--- Given records Enclosed Below ---

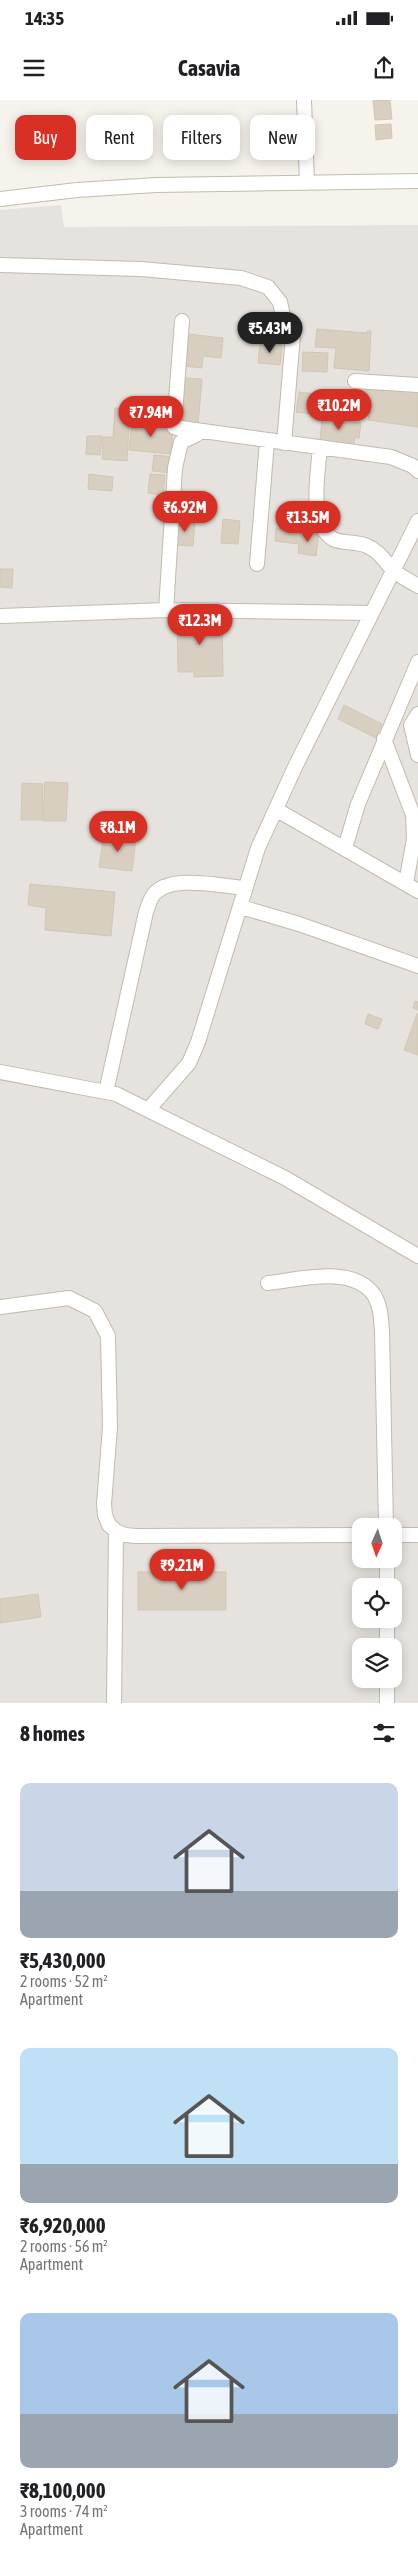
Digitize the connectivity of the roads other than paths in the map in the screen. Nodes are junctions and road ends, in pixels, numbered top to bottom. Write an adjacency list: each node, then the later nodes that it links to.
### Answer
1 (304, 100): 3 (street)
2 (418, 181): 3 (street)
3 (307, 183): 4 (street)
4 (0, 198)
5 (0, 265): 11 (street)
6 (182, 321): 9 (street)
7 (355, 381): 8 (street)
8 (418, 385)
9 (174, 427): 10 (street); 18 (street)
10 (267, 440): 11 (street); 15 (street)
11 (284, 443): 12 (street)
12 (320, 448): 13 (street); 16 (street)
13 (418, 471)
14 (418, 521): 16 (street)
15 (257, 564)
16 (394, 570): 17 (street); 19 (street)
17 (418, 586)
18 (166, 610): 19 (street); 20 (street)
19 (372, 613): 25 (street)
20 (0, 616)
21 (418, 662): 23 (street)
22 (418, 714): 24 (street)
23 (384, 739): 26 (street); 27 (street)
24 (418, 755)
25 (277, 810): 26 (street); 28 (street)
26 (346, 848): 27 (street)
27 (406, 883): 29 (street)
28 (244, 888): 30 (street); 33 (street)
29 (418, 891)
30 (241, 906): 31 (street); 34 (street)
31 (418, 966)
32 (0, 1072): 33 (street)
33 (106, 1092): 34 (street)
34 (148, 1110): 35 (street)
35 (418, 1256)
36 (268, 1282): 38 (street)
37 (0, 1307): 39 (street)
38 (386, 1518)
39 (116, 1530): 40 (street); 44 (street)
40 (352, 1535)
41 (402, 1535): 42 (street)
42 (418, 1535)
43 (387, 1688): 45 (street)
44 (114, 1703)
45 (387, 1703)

--- End of Enclosed Given records ---

Drop the images and repeat the data exactly.

Completed task
Digitize the connectivity of the roads other than paths in the map in the screen. Nodes are junctions and road ends, in pixels, numbered top to bottom. Write an adjacency list: each node, then the later nodes that it links to.
### Answer
1 (304, 100): 3 (street)
2 (418, 181): 3 (street)
3 (307, 183): 4 (street)
4 (0, 198)
5 (0, 265): 11 (street)
6 (182, 321): 9 (street)
7 (355, 381): 8 (street)
8 (418, 385)
9 (174, 427): 10 (street); 18 (street)
10 (267, 440): 11 (street); 15 (street)
11 (284, 443): 12 (street)
12 (320, 448): 13 (street); 16 (street)
13 (418, 471)
14 (418, 521): 16 (street)
15 (257, 564)
16 (394, 570): 17 (street); 19 (street)
17 (418, 586)
18 (166, 610): 19 (street); 20 (street)
19 (372, 613): 25 (street)
20 (0, 616)
21 (418, 662): 23 (street)
22 (418, 714): 24 (street)
23 (384, 739): 26 (street); 27 (street)
24 (418, 755)
25 (277, 810): 26 (street); 28 (street)
26 (346, 848): 27 (street)
27 (406, 883): 29 (street)
28 (244, 888): 30 (street); 33 (street)
29 (418, 891)
30 (241, 906): 31 (street); 34 (street)
31 (418, 966)
32 (0, 1072): 33 (street)
33 (106, 1092): 34 (street)
34 (148, 1110): 35 (street)
35 (418, 1256)
36 (268, 1282): 38 (street)
37 (0, 1307): 39 (street)
38 (386, 1518)
39 (116, 1530): 40 (street); 44 (street)
40 (352, 1535)
41 (402, 1535): 42 (street)
42 (418, 1535)
43 (387, 1688): 45 (street)
44 (114, 1703)
45 (387, 1703)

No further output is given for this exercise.